START Input data

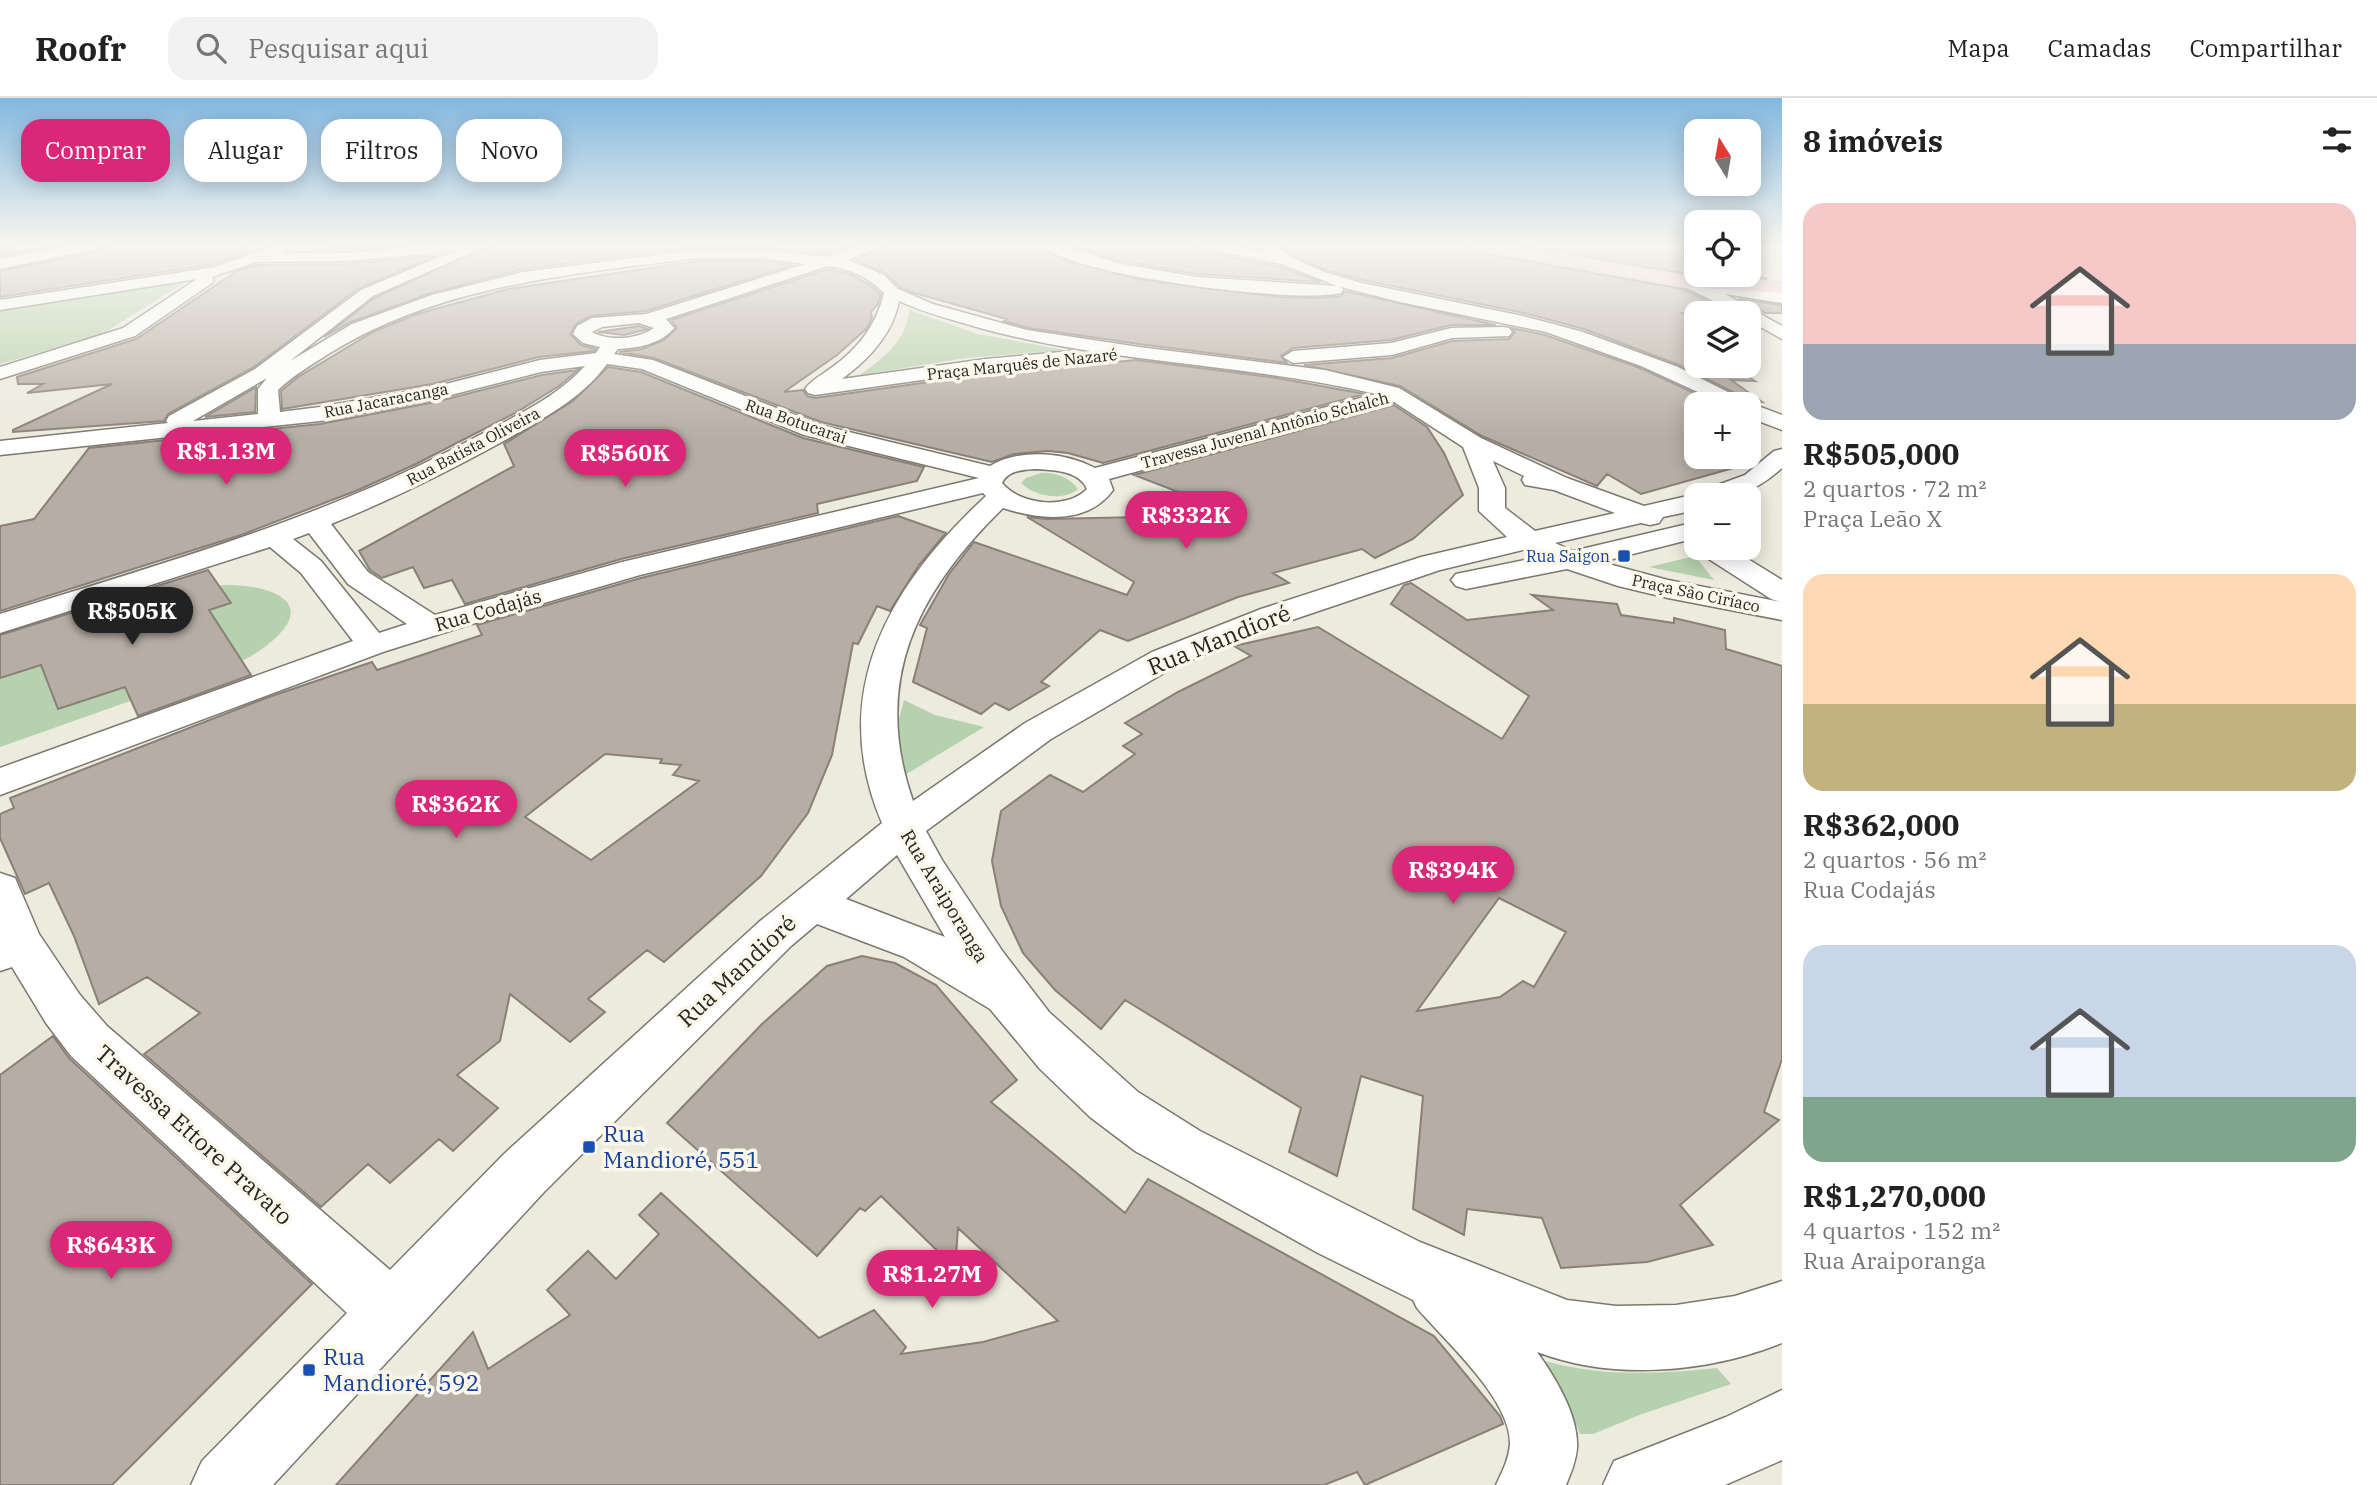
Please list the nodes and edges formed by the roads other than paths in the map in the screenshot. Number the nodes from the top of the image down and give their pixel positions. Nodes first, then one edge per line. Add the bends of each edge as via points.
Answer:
1 (161, 310) edge
2 (345, 310) edge
3 (409, 310) edge
4 (678, 310) edge
5 (890, 310) edge
6 (934, 310) edge
7 (1440, 310) edge
8 (1469, 310) edge
9 (1752, 310) edge
10 (1481, 312) junction
11 (649, 319) junction
12 (1454, 324) junction
13 (1778, 325) edge
14 (324, 326) junction
15 (1515, 327) junction
16 (358, 328) junction
17 (1392, 349) junction
18 (608, 350) junction
19 (1139, 353) junction
20 (1228, 361) junction
21 (0, 373) edge
22 (814, 389) junction
23 (1715, 392) edge
24 (1394, 393) junction
25 (759, 410) junction
26 (1761, 414) edge
27 (269, 419) junction
28 (1782, 423) edge
29 (159, 430) junction
30 (1473, 443) junction
31 (0, 448) edge
32 (1782, 456) edge
33 (1093, 476) junction
34 (1558, 483) junction
35 (1754, 483) edge
36 (994, 485) junction
37 (1492, 500) junction
38 (1684, 505) edge
39 (1646, 515) junction
40 (314, 521) junction
41 (1684, 532) edge
42 (272, 535) junction
43 (1684, 540) edge
44 (1530, 541) junction
45 (1731, 560) edge
46 (1571, 561) junction
47 (1431, 563) junction
48 (1347, 592) junction
49 (1782, 593) edge
50 (1782, 611) edge
51 (0, 624) edge
52 (431, 626) junction
53 (372, 645) junction
54 (0, 782) edge
55 (902, 829) junction
56 (0, 889) edge
57 (812, 904) junction
58 (10, 947) edge
59 (1006, 996) junction
60 (1432, 1280) junction
61 (391, 1312) junction
62 (1782, 1312) edge
63 (1782, 1423) edge
64 (226, 1485) edge
65 (1531, 1485) edge
66 (1638, 1485) edge

1 - 21 street via 129,332 104,342
2 - 14 street
3 - 16 street
4 - 11 street
5 - 22 street, Praça Marquês de Nazaré via 881,331 839,372
6 - 19 street, Praça Marquês de Nazaré via 987,326
7 - 12 street
8 - 10 street
9 - 13 street
10 - 12 street
10 - 15 street
11 - 18 street via 663,325 662,332
11 - 18 street via 611,319 583,330 586,338
12 - 15 street
12 - 17 street
14 - 16 street
14 - 29 street via 262,373
15 - 23 street via 1579,337 1665,368
16 - 27 street via 284,373 268,389
17 - 20 street
17 - 24 street via 1387,379
18 - 25 street, Rua Botucarai
18 - 27 street, Rua Jacaracanga via 400,400
18 - 40 street, Rua Batista Oliveira via 593,372 566,396 522,422 378,495
19 - 20 street
19 - 22 street, Praça Marquês de Nazaré via 986,365
20 - 24 street via 1325,376
22 - 25 street, Praça Marquês de Nazaré
24 - 30 street
24 - 33 street, Travessa Juvenal Antônio Schalch
25 - 36 street, Rua Botucarai
26 - 28 street
27 - 29 street, Rua Jacaracanga
29 - 31 street, Rua Jacaracanga
30 - 34 street
30 - 37 street
32 - 35 street
33 - 36 street, Rua Codajás via 1073,467 1034,462 1010,466
33 - 36 street, Rua Botucarai via 1099,483 1097,496 1076,507 1035,508
34 - 37 street, Praça São Ciríaco via 1517,480
34 - 39 street, Praça São Ciríaco
36 - 52 street, Rua Codajás via 632,568
36 - 55 street, Rua Araiporanga via 929,572 903,618 884,669 879,730 887,786
37 - 44 street, Praça São Ciríaco via 1505,525
37 - 47 street
38 - 39 street
39 - 41 street, Praça São Ciríaco
39 - 44 street
40 - 42 street, Rua Batista Oliveira
40 - 52 street via 358,578
42 - 51 street, Rua Batista Oliveira
42 - 53 street via 311,567
43 - 46 street, Praça São Ciríaco
44 - 46 street, Praça São Ciríaco
44 - 47 street, Rua Mandioré
45 - 49 street, Praça São Ciríaco
46 - 48 street, Rua Mandioré via 1477,579
46 - 50 street, Praça São Ciríaco via 1618,577
47 - 48 street, Rua Mandioré
48 - 55 street, Rua Mandioré via 1164,659 1038,731
52 - 53 street, Rua Codajás
53 - 54 street, Rua Codajás
55 - 57 street, Rua Mandioré
55 - 59 street, Rua Araiporanga
56 - 58 street, Travessa Ettore Pravato
57 - 59 street, Rua Araiporanga via 920,944
57 - 61 street, Rua Mandioré via 532,1165
58 - 61 street, Travessa Ettore Pravato via 89,1041
59 - 60 street, Rua Araiporanga via 1056,1052 1140,1125
60 - 62 street, Rua Araiporanga via 1567,1331 1616,1338 1716,1330
60 - 65 street, Rua Araiporanga via 1496,1350 1532,1406 1544,1440 1541,1464
61 - 64 street, Rua Mandioré
63 - 66 street via 1744,1444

END Input data

What this task involves:
Among the records, find the lines that contain "Ciríaco" and copy each of them.

Result for this task:
34 - 37 street, Praça São Ciríaco via 1517,480
34 - 39 street, Praça São Ciríaco
37 - 44 street, Praça São Ciríaco via 1505,525
39 - 41 street, Praça São Ciríaco
43 - 46 street, Praça São Ciríaco
44 - 46 street, Praça São Ciríaco
45 - 49 street, Praça São Ciríaco
46 - 50 street, Praça São Ciríaco via 1618,577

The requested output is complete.